Top of Data records
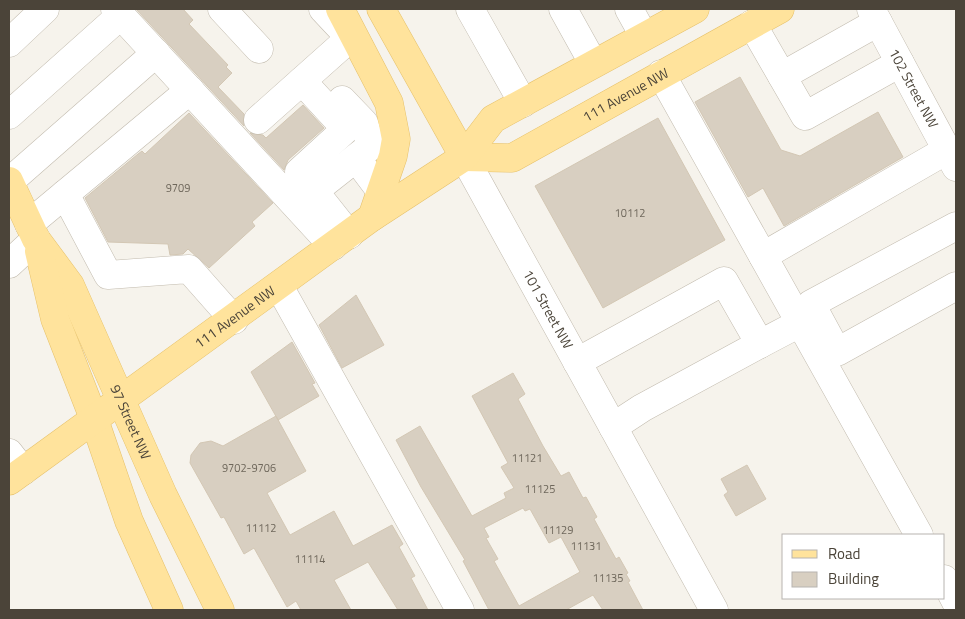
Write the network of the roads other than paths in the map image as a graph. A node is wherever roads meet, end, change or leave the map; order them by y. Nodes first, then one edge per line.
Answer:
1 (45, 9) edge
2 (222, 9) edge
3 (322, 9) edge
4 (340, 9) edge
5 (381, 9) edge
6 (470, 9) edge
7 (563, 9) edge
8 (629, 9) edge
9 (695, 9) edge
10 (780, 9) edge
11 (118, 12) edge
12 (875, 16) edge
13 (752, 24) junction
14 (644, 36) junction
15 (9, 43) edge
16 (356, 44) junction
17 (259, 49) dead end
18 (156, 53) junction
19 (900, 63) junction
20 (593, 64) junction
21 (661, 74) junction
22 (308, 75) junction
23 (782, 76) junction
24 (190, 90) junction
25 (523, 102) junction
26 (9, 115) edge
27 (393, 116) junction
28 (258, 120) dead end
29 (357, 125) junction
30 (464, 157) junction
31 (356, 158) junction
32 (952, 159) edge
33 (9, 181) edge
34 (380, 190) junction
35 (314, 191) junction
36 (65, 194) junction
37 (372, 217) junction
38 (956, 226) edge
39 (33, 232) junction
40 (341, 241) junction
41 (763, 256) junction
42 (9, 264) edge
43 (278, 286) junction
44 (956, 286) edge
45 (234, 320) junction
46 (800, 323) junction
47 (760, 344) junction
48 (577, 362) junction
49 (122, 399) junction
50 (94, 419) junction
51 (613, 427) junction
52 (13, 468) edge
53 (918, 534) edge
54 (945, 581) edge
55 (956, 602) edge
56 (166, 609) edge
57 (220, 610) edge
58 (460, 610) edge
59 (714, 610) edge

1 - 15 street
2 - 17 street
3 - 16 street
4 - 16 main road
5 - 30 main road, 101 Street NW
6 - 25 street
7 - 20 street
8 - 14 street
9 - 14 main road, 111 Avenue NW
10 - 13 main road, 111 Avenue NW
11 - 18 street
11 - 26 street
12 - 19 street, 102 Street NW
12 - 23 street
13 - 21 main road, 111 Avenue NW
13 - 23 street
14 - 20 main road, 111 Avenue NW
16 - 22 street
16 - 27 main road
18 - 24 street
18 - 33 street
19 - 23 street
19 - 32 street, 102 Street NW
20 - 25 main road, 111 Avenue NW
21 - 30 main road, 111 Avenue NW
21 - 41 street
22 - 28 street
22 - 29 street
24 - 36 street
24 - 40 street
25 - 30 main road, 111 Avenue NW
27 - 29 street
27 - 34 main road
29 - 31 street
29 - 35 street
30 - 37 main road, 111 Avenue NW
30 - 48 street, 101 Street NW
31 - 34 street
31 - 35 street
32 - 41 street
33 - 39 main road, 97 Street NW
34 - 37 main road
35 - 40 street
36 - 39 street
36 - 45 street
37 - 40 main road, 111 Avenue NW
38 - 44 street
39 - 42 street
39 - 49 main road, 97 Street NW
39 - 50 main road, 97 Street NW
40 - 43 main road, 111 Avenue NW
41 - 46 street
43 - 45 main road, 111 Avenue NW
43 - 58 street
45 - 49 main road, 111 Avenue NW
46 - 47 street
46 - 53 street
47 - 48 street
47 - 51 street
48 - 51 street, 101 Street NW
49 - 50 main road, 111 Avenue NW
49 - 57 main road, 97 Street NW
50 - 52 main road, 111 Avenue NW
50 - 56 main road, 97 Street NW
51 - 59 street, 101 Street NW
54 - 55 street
Bottom of Data records
What is expected: Every record must be transcribed faithfully, with no picture carried over.

Expected answer:
Write the network of the roads other than paths in the map image as a graph. A node is wherever roads meet, end, change or leave the map; order them by y. Nodes first, then one edge per line.
Answer:
1 (45, 9) edge
2 (222, 9) edge
3 (322, 9) edge
4 (340, 9) edge
5 (381, 9) edge
6 (470, 9) edge
7 (563, 9) edge
8 (629, 9) edge
9 (695, 9) edge
10 (780, 9) edge
11 (118, 12) edge
12 (875, 16) edge
13 (752, 24) junction
14 (644, 36) junction
15 (9, 43) edge
16 (356, 44) junction
17 (259, 49) dead end
18 (156, 53) junction
19 (900, 63) junction
20 (593, 64) junction
21 (661, 74) junction
22 (308, 75) junction
23 (782, 76) junction
24 (190, 90) junction
25 (523, 102) junction
26 (9, 115) edge
27 (393, 116) junction
28 (258, 120) dead end
29 (357, 125) junction
30 (464, 157) junction
31 (356, 158) junction
32 (952, 159) edge
33 (9, 181) edge
34 (380, 190) junction
35 (314, 191) junction
36 (65, 194) junction
37 (372, 217) junction
38 (956, 226) edge
39 (33, 232) junction
40 (341, 241) junction
41 (763, 256) junction
42 (9, 264) edge
43 (278, 286) junction
44 (956, 286) edge
45 (234, 320) junction
46 (800, 323) junction
47 (760, 344) junction
48 (577, 362) junction
49 (122, 399) junction
50 (94, 419) junction
51 (613, 427) junction
52 (13, 468) edge
53 (918, 534) edge
54 (945, 581) edge
55 (956, 602) edge
56 (166, 609) edge
57 (220, 610) edge
58 (460, 610) edge
59 (714, 610) edge

1 - 15 street
2 - 17 street
3 - 16 street
4 - 16 main road
5 - 30 main road, 101 Street NW
6 - 25 street
7 - 20 street
8 - 14 street
9 - 14 main road, 111 Avenue NW
10 - 13 main road, 111 Avenue NW
11 - 18 street
11 - 26 street
12 - 19 street, 102 Street NW
12 - 23 street
13 - 21 main road, 111 Avenue NW
13 - 23 street
14 - 20 main road, 111 Avenue NW
16 - 22 street
16 - 27 main road
18 - 24 street
18 - 33 street
19 - 23 street
19 - 32 street, 102 Street NW
20 - 25 main road, 111 Avenue NW
21 - 30 main road, 111 Avenue NW
21 - 41 street
22 - 28 street
22 - 29 street
24 - 36 street
24 - 40 street
25 - 30 main road, 111 Avenue NW
27 - 29 street
27 - 34 main road
29 - 31 street
29 - 35 street
30 - 37 main road, 111 Avenue NW
30 - 48 street, 101 Street NW
31 - 34 street
31 - 35 street
32 - 41 street
33 - 39 main road, 97 Street NW
34 - 37 main road
35 - 40 street
36 - 39 street
36 - 45 street
37 - 40 main road, 111 Avenue NW
38 - 44 street
39 - 42 street
39 - 49 main road, 97 Street NW
39 - 50 main road, 97 Street NW
40 - 43 main road, 111 Avenue NW
41 - 46 street
43 - 45 main road, 111 Avenue NW
43 - 58 street
45 - 49 main road, 111 Avenue NW
46 - 47 street
46 - 53 street
47 - 48 street
47 - 51 street
48 - 51 street, 101 Street NW
49 - 50 main road, 111 Avenue NW
49 - 57 main road, 97 Street NW
50 - 52 main road, 111 Avenue NW
50 - 56 main road, 97 Street NW
51 - 59 street, 101 Street NW
54 - 55 street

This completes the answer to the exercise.